Details
Description
Issue Summary
Change the default value of `com.sun.jndi.ldap.connect.pool.timeout` from 0(unlimited) to a lower value, specifically 30 seconds. This adjustment aims to fix LDAP Directory sync issues and authentication failures reported by Bitbucket when stale LDAP pool connections are reused.
The default value of 0 (zero) means that the idle time is unlimited, so connections will never be timed out.
This adjustment aligns with the settings for Jira and Confluence, ensuring that all connections are evicted and preventing the persistence of stale connections in the LDAP pool.

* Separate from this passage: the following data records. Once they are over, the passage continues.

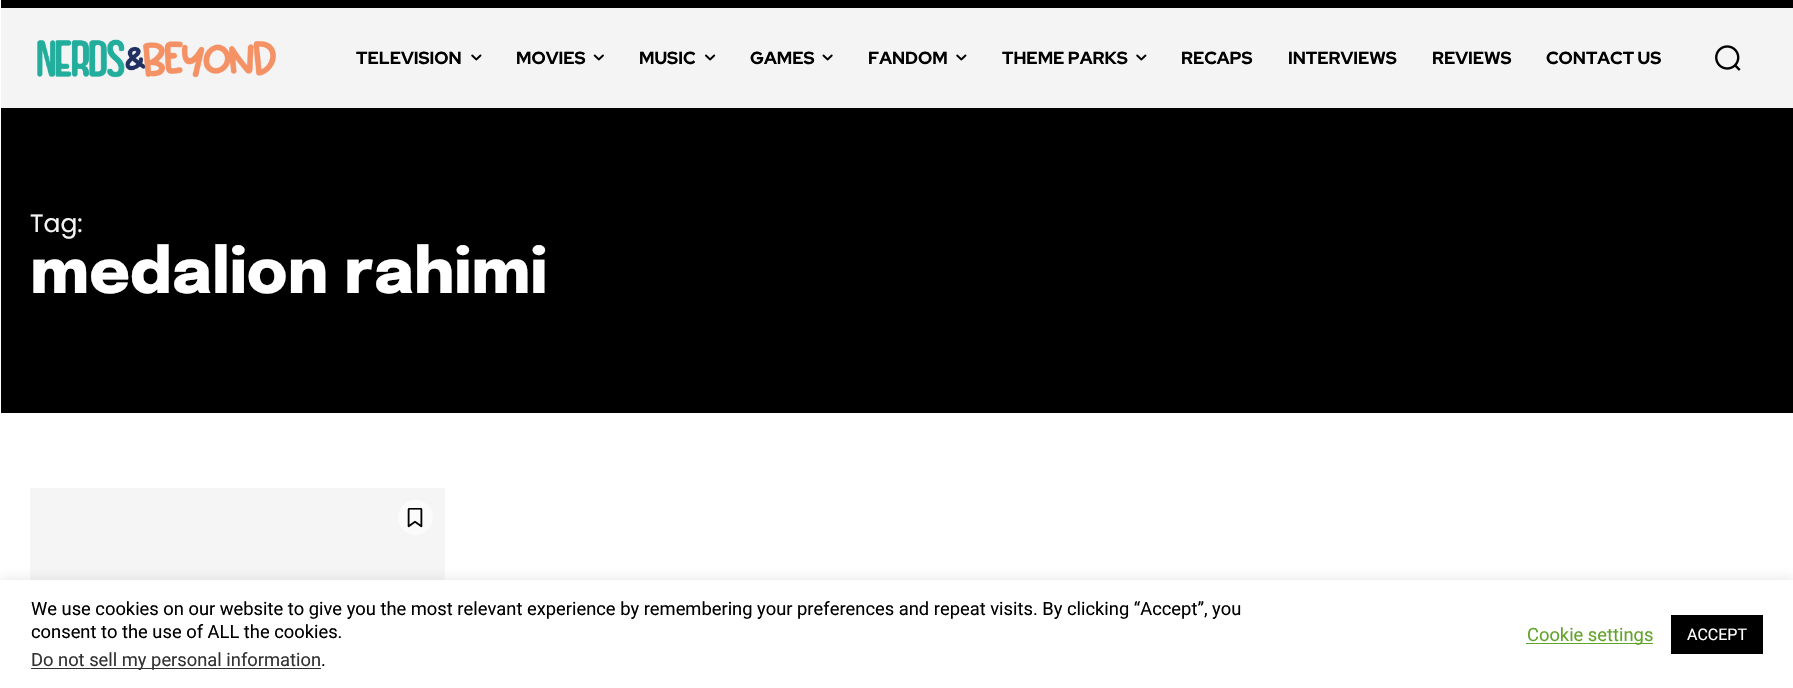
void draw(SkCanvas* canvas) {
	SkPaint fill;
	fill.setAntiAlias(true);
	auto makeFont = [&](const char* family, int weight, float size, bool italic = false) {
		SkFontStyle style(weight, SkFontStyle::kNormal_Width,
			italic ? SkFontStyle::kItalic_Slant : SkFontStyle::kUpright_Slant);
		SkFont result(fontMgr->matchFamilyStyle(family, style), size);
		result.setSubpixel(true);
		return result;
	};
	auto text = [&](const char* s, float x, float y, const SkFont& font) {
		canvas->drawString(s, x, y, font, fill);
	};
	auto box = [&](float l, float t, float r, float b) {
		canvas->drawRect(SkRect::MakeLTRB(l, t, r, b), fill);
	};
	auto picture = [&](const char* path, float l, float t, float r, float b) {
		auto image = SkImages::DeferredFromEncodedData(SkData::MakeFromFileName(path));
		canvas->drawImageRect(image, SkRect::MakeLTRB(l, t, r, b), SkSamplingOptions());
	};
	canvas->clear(0xFFFFFFFF);
	fill.setColor(0xFF000000);
	box(1, 0, 1793, 8);
	fill.setColor(0xFFF4F4F4);
	box(1, 8, 1793, 108);
	picture("image0.png", 37, 39, 276, 78);
	picture("image1.png", 471, 54, 482, 61);
	picture("image2.png", 593, 54, 604, 61);
	picture("image3.png", 705, 54, 716, 61);
	picture("image4.png", 822, 54, 833, 61);
	picture("image1.png", 956, 54, 967, 61);
	picture("image1.png", 1136, 54, 1147, 61);
	picture("image5.png", 1715, 45, 1741, 71);
	fill.setColor(0xFF000000);
	box(1, 108, 1793, 413);
	picture("image6.png", 30, 488, 445, 580);
	fill.setColor(0xFFFBFBFB);
	canvas->drawCircle(415.5f, 517.5f, 17.5f, fill);
	picture("image7.png", 407, 508, 423, 528);
	fill.setColor(0x4DACABAB);
	fill.setMaskFilter(SkMaskFilter::MakeBlur(kNormal_SkBlurStyle, 6));
	canvas->drawRect(SkRect::MakeLTRB(0, 579, 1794, 688), fill);
	fill.setMaskFilter(nullptr);
	fill.setColor(0xFFFFFFFF);
	box(0, 580, 1793, 688);
	fill.setColor(0xFF333333);
	box(31, 668, 321, 669);
	fill.setColor(0xFF62A329);
	box(1526, 643, 1653, 644);
	fill.setColor(0xFF000000);
	box(1671, 615, 1763, 654);
	auto font1 = makeFont("Red Hat Display", 800, 17.5f);
	text("TELEVISION", 356, 64, font1);
	text("MOVIES", 516, 64, font1);
	text("MUSIC", 639, 64, font1);
	text("GAMES", 750, 64, font1);
	text("FANDOM", 868, 64, font1);
	text("THEME PARKS", 1002, 64, font1);
	text("RECAPS", 1181, 64, font1);
	text("INTERVIEWS", 1288, 64, font1);
	text("REVIEWS", 1432, 64, font1);
	text("CONTACT US", 1546, 64, font1);
	auto font2 = makeFont("Poppins", 400, 25);
	fill.setColor(0xFFF4F4F4);
	text("Tag:", 30, 232, font2);
	auto font3 = makeFont("Epilogue", 800, 62.5f);
	fill.setColor(0xFFFFFFFF);
	text("medalion rahimi", 30, 293, font3);
	auto font4 = makeFont("Roboto", 400, 18.33f);
	fill.setColor(0xFF000000);
	text("We use cookies on our website to give you the most relevant experience by remembering your preferences and repeat visits. By clicking “Accept”, you", 31, 615, font4);
	text("consent to the use of ALL the cookies.", 31, 638, font4);
	fill.setColor(0xFF333333);
	text("Do not sell my personal information", 31, 666, font4);
	fill.setColor(0xFF000000);
	text(".", 321, 666, font4);
	fill.setColor(0xFF62A329);
	text("Cookie settings", 1527, 641, font4);
	auto font5 = makeFont("Roboto", 400, 16);
	fill.setColor(0xFFFFFFFF);
	text("ACCEPT", 1687, 640, font5);
}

Crowd also recommends changing this value from 0
This issue is reproducible on Data Center (yes).
Steps to Reproduce
- Occasionally, when the LDAP pool connection is closed by the LDAP server or AD, and the same FIN, ACK is dropped due to network issues, Bitbucket continues to believe the connection isn't closed.
- Consequently, the same LDAP connection pool is subsequently used for authentication and LDAP syncs.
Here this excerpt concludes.